━━━━━ DATA SHOWN ━━━━━
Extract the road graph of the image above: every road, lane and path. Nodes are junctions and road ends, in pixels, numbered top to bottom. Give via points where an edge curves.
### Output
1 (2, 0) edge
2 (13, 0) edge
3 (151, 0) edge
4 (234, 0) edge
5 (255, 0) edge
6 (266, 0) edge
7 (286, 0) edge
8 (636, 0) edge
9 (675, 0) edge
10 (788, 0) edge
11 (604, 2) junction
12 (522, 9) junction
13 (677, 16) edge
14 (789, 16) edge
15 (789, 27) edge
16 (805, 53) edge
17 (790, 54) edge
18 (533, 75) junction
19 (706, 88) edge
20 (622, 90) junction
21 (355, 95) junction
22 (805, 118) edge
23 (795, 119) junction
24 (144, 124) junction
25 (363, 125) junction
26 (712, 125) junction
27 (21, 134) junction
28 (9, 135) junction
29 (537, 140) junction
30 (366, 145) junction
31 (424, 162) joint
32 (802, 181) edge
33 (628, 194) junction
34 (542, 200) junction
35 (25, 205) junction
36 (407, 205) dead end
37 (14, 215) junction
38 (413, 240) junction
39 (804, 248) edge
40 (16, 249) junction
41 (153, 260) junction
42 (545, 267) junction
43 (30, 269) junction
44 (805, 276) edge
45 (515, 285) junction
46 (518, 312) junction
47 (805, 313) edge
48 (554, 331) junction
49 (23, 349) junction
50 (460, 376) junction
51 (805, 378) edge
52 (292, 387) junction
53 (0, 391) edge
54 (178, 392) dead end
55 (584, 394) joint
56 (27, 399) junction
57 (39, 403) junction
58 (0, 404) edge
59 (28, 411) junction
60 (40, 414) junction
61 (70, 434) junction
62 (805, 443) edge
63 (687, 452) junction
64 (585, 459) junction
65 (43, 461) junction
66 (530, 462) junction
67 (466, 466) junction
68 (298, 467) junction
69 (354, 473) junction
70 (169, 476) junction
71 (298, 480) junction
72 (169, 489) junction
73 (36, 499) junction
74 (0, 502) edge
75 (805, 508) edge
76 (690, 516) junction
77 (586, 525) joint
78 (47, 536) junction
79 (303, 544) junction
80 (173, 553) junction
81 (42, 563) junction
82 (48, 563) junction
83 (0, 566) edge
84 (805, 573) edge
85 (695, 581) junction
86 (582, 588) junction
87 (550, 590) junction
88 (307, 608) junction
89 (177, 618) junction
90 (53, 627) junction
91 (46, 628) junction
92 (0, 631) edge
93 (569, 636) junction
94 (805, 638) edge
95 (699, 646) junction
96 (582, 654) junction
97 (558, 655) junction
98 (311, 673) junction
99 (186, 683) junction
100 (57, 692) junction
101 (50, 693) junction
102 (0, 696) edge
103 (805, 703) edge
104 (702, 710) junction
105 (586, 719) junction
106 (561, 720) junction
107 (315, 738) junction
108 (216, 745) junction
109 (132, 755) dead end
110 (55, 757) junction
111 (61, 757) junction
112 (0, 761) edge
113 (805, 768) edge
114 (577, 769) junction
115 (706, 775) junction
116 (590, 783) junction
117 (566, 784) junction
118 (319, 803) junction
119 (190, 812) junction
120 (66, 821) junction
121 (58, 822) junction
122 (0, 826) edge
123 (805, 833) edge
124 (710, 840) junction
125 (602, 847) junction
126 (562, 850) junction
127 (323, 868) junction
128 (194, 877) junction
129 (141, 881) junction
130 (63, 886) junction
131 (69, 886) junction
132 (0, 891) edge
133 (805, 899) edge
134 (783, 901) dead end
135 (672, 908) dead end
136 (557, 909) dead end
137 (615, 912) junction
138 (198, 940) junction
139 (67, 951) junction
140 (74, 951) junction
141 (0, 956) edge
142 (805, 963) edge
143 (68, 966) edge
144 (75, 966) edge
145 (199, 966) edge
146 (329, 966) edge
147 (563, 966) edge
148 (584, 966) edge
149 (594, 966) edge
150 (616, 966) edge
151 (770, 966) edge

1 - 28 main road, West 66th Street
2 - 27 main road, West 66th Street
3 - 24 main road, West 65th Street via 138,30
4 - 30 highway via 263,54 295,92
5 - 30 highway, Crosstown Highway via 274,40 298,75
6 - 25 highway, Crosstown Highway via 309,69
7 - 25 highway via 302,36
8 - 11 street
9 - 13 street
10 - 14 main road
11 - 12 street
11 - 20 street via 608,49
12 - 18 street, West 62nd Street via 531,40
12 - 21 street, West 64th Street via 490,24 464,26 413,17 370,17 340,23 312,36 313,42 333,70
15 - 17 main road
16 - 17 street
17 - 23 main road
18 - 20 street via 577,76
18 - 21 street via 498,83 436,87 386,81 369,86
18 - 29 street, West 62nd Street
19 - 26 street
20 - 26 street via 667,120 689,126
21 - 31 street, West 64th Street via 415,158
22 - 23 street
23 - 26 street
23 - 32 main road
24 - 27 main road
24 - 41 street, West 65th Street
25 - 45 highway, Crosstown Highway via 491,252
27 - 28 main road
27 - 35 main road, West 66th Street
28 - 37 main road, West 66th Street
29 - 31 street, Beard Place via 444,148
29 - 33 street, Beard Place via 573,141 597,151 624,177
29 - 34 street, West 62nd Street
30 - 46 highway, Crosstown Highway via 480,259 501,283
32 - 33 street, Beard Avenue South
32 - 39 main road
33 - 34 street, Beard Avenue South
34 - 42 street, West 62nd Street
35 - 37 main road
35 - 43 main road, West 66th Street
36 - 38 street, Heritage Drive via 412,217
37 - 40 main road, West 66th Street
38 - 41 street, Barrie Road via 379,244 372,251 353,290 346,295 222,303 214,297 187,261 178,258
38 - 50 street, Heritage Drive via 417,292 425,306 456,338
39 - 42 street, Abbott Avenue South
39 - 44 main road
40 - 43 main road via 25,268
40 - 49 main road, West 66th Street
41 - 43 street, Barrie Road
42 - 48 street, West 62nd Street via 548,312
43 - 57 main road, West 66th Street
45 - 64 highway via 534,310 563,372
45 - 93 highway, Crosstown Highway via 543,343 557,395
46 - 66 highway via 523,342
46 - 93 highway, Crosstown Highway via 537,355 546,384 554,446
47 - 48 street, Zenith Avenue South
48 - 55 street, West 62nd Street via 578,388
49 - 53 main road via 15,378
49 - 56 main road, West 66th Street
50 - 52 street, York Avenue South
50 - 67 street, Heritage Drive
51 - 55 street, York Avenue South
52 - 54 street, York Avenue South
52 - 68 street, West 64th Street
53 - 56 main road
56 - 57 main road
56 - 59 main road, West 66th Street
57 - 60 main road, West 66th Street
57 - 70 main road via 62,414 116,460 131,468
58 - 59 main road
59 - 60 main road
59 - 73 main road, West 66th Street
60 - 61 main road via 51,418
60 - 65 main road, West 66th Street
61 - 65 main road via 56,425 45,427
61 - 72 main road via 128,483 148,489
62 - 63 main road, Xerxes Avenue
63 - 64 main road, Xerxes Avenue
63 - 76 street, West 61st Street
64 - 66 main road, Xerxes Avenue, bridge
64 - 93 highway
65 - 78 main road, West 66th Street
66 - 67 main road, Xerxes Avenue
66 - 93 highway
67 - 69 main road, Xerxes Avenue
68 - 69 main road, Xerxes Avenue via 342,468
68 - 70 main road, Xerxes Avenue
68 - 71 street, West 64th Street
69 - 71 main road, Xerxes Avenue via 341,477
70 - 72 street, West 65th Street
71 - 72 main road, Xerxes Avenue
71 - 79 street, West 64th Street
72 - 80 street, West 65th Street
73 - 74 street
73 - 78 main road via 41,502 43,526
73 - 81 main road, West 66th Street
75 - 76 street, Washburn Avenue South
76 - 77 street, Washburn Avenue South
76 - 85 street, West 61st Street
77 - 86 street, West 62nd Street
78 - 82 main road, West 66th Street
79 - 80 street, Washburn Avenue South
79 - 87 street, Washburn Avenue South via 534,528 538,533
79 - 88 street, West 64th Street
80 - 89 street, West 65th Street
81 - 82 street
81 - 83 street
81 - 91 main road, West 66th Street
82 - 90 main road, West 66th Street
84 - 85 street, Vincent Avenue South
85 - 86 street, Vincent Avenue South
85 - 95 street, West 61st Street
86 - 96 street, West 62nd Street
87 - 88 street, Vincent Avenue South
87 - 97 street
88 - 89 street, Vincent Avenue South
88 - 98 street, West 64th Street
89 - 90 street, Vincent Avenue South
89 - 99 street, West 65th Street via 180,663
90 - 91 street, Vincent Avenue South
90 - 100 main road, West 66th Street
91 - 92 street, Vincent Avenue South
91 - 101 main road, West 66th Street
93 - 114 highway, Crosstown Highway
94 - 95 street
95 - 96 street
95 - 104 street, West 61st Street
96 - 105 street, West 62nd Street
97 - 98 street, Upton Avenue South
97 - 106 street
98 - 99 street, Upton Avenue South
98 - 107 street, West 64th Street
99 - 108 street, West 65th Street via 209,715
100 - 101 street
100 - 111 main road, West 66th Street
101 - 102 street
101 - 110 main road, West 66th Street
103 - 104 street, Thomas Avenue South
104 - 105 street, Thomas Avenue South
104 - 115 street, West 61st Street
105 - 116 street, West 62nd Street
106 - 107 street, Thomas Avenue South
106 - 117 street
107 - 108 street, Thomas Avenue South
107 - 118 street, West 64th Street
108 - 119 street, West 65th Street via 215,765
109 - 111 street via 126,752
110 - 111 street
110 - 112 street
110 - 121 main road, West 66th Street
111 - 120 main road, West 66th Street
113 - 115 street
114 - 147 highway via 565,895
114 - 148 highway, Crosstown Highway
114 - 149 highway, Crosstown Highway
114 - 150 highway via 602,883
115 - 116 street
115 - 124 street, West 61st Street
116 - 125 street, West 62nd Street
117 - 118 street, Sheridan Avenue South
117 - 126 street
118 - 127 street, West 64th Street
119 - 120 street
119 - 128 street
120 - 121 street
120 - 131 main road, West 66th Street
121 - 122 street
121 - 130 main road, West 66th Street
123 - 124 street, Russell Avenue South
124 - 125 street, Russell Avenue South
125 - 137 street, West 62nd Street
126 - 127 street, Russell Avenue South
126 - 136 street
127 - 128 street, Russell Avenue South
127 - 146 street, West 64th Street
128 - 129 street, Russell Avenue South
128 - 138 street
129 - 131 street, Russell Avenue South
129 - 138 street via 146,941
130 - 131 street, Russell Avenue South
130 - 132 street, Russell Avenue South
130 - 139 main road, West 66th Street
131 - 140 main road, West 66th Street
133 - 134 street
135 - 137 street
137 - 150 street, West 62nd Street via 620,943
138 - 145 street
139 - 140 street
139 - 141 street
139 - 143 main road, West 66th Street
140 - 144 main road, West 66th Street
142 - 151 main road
━━━━━
■ **TASK GOAL**
Your job is to copy out every line from the records above that has the word "Place".

■ **SOLUTION FOR THIS EXERCISE**
29 - 31 street, Beard Place via 444,148
29 - 33 street, Beard Place via 573,141 597,151 624,177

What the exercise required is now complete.